* **Data to examine**

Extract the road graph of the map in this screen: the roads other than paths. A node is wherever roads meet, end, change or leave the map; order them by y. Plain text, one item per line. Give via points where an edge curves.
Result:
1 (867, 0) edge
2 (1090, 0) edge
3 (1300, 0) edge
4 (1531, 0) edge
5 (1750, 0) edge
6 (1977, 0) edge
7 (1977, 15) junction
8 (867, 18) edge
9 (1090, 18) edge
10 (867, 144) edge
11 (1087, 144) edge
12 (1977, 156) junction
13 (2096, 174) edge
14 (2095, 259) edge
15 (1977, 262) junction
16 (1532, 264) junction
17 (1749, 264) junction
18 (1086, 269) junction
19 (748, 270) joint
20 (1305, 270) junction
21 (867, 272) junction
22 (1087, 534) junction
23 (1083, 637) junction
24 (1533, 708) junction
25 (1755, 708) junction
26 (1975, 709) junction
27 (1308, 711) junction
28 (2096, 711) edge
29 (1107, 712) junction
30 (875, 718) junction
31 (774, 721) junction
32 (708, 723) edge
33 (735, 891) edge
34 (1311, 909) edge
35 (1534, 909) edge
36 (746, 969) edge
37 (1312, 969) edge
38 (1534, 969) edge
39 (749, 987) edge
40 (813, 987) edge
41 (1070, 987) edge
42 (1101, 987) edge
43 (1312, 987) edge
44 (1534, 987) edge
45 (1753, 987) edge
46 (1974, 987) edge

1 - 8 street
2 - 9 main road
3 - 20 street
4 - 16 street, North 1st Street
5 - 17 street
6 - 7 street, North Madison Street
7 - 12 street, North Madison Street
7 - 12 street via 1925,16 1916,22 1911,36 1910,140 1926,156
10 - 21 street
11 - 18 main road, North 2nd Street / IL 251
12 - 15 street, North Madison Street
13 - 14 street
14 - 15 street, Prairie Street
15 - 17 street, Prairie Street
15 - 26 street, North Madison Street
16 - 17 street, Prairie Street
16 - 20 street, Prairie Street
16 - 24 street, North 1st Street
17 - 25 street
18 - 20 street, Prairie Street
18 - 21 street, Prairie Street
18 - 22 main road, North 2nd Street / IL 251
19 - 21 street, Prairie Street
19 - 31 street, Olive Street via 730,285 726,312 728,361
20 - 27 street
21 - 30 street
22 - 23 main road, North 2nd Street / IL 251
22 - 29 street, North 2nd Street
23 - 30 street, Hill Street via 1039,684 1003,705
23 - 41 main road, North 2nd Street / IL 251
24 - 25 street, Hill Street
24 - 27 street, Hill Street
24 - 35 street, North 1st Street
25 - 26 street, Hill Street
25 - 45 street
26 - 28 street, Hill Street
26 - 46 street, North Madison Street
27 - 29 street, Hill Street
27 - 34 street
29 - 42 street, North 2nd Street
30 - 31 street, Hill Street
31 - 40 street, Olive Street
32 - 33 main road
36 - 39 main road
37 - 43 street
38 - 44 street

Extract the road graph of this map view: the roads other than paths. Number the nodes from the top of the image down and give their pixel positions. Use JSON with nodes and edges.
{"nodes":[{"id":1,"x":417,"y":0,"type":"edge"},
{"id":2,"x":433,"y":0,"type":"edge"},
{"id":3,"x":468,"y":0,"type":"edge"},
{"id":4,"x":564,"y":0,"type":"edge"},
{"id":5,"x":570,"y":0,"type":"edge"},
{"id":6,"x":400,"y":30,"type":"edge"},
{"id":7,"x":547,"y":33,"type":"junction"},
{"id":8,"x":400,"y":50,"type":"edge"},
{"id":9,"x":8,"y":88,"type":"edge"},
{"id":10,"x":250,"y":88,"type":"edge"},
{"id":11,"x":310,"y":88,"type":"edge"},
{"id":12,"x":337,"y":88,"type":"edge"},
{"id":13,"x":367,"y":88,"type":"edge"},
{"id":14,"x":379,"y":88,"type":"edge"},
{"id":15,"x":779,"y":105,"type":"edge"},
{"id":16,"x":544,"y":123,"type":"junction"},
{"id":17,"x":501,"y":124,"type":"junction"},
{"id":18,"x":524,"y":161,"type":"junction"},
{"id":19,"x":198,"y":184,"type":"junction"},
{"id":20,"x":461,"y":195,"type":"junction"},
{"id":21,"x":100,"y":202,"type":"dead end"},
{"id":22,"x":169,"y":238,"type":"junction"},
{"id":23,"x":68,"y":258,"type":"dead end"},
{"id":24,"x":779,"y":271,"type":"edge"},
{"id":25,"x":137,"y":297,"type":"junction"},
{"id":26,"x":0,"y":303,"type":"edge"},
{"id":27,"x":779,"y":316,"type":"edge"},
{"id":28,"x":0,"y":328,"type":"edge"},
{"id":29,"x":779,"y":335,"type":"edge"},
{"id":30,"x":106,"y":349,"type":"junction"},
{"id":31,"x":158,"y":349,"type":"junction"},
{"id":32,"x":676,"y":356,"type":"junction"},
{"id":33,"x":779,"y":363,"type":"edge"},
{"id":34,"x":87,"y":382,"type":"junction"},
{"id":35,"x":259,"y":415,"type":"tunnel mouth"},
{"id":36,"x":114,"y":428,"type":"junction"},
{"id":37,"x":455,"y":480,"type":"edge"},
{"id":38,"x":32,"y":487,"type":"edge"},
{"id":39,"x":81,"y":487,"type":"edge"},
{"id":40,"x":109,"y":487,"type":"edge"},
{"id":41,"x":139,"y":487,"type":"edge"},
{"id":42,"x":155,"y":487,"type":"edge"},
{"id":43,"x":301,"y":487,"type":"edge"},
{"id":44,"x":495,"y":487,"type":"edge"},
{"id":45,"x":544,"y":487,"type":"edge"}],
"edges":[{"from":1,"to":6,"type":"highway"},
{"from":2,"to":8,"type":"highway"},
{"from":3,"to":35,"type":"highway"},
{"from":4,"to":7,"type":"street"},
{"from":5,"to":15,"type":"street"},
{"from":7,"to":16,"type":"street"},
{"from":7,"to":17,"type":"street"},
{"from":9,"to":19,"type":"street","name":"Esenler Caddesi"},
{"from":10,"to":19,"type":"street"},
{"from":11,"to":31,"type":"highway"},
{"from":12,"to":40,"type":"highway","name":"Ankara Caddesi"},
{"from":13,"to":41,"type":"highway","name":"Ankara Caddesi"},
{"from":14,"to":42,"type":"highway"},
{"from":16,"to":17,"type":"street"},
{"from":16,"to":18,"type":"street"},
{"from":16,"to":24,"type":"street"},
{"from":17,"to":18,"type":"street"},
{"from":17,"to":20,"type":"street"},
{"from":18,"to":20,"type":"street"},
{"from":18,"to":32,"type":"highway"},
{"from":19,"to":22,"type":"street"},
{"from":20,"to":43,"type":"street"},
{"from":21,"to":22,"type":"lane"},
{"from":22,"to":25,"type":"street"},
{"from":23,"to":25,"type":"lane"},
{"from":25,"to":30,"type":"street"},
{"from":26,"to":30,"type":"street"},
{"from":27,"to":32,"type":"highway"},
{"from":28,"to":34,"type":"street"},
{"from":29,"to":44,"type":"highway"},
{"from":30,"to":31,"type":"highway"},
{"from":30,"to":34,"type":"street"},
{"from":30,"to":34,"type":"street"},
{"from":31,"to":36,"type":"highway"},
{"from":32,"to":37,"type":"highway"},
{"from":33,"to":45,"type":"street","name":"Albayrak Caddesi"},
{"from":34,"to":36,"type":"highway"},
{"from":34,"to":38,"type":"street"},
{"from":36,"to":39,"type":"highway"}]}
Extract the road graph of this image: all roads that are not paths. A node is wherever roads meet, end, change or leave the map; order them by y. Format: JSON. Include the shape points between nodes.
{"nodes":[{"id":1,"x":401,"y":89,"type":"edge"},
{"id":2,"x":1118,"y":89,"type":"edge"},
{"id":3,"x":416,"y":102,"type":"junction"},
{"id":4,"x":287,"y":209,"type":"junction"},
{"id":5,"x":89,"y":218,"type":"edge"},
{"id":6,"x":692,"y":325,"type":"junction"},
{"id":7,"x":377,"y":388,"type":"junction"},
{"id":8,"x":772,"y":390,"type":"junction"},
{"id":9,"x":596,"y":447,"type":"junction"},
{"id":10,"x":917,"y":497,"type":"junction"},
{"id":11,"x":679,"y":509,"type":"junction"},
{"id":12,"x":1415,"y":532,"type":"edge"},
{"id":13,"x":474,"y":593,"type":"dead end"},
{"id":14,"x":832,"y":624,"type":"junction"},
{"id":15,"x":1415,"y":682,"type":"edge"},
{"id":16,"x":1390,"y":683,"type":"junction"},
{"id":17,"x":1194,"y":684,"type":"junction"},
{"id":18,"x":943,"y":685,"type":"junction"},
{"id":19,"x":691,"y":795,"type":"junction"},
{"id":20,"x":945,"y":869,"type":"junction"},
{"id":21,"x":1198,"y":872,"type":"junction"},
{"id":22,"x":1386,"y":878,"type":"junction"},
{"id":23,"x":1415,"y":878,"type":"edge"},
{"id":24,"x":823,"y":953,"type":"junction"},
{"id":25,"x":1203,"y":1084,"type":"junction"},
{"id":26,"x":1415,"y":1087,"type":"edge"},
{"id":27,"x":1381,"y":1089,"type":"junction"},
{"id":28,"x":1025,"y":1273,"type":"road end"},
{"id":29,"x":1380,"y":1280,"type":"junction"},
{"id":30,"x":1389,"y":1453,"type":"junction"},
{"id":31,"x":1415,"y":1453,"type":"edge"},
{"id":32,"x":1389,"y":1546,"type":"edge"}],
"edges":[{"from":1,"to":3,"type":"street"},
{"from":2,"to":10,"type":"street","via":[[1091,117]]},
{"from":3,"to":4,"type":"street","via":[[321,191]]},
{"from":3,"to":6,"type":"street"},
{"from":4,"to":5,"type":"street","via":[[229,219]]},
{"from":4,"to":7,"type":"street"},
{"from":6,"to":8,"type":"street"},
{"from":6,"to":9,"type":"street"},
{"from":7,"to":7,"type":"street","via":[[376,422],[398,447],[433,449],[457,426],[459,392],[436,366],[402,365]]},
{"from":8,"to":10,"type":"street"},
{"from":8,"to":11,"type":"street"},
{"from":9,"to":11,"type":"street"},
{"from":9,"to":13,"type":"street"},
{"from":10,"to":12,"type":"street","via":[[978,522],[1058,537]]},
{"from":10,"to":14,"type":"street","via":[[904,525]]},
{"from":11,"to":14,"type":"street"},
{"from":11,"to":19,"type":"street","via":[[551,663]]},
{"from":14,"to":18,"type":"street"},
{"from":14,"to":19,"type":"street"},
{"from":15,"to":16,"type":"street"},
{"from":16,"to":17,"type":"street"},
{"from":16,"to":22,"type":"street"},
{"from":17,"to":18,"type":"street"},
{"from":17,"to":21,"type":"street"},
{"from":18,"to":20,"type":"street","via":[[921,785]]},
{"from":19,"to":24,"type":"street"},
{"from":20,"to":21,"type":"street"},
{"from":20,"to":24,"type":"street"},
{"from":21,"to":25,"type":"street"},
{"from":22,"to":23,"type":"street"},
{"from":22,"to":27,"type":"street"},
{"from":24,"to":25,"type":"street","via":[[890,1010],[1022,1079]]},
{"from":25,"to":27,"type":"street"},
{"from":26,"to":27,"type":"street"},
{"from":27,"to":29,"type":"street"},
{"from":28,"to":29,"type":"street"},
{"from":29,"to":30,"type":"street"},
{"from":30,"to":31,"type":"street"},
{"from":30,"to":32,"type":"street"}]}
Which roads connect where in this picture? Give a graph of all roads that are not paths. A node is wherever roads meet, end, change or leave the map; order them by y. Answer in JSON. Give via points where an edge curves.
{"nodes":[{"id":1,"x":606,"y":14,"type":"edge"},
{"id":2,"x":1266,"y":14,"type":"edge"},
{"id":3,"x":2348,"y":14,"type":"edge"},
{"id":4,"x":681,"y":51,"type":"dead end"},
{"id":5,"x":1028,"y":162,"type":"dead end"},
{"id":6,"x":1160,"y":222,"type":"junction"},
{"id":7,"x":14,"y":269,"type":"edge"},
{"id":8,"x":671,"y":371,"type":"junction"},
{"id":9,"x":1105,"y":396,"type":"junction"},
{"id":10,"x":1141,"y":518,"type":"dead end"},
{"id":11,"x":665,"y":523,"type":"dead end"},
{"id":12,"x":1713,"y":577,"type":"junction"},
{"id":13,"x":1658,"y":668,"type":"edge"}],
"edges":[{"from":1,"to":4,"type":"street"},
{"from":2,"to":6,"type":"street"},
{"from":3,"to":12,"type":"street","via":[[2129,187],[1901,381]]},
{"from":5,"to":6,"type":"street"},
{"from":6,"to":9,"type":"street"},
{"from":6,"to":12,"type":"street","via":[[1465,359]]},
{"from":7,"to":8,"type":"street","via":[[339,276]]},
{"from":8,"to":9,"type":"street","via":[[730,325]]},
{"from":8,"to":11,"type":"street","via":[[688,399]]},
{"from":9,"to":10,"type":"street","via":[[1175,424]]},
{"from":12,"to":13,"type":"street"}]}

* **What needs to be done**
If a line above contains the word "Ankara", list it.

* **Response**
{"from":12,"to":40,"type":"highway","name":"Ankara Caddesi"},
{"from":13,"to":41,"type":"highway","name":"Ankara Caddesi"},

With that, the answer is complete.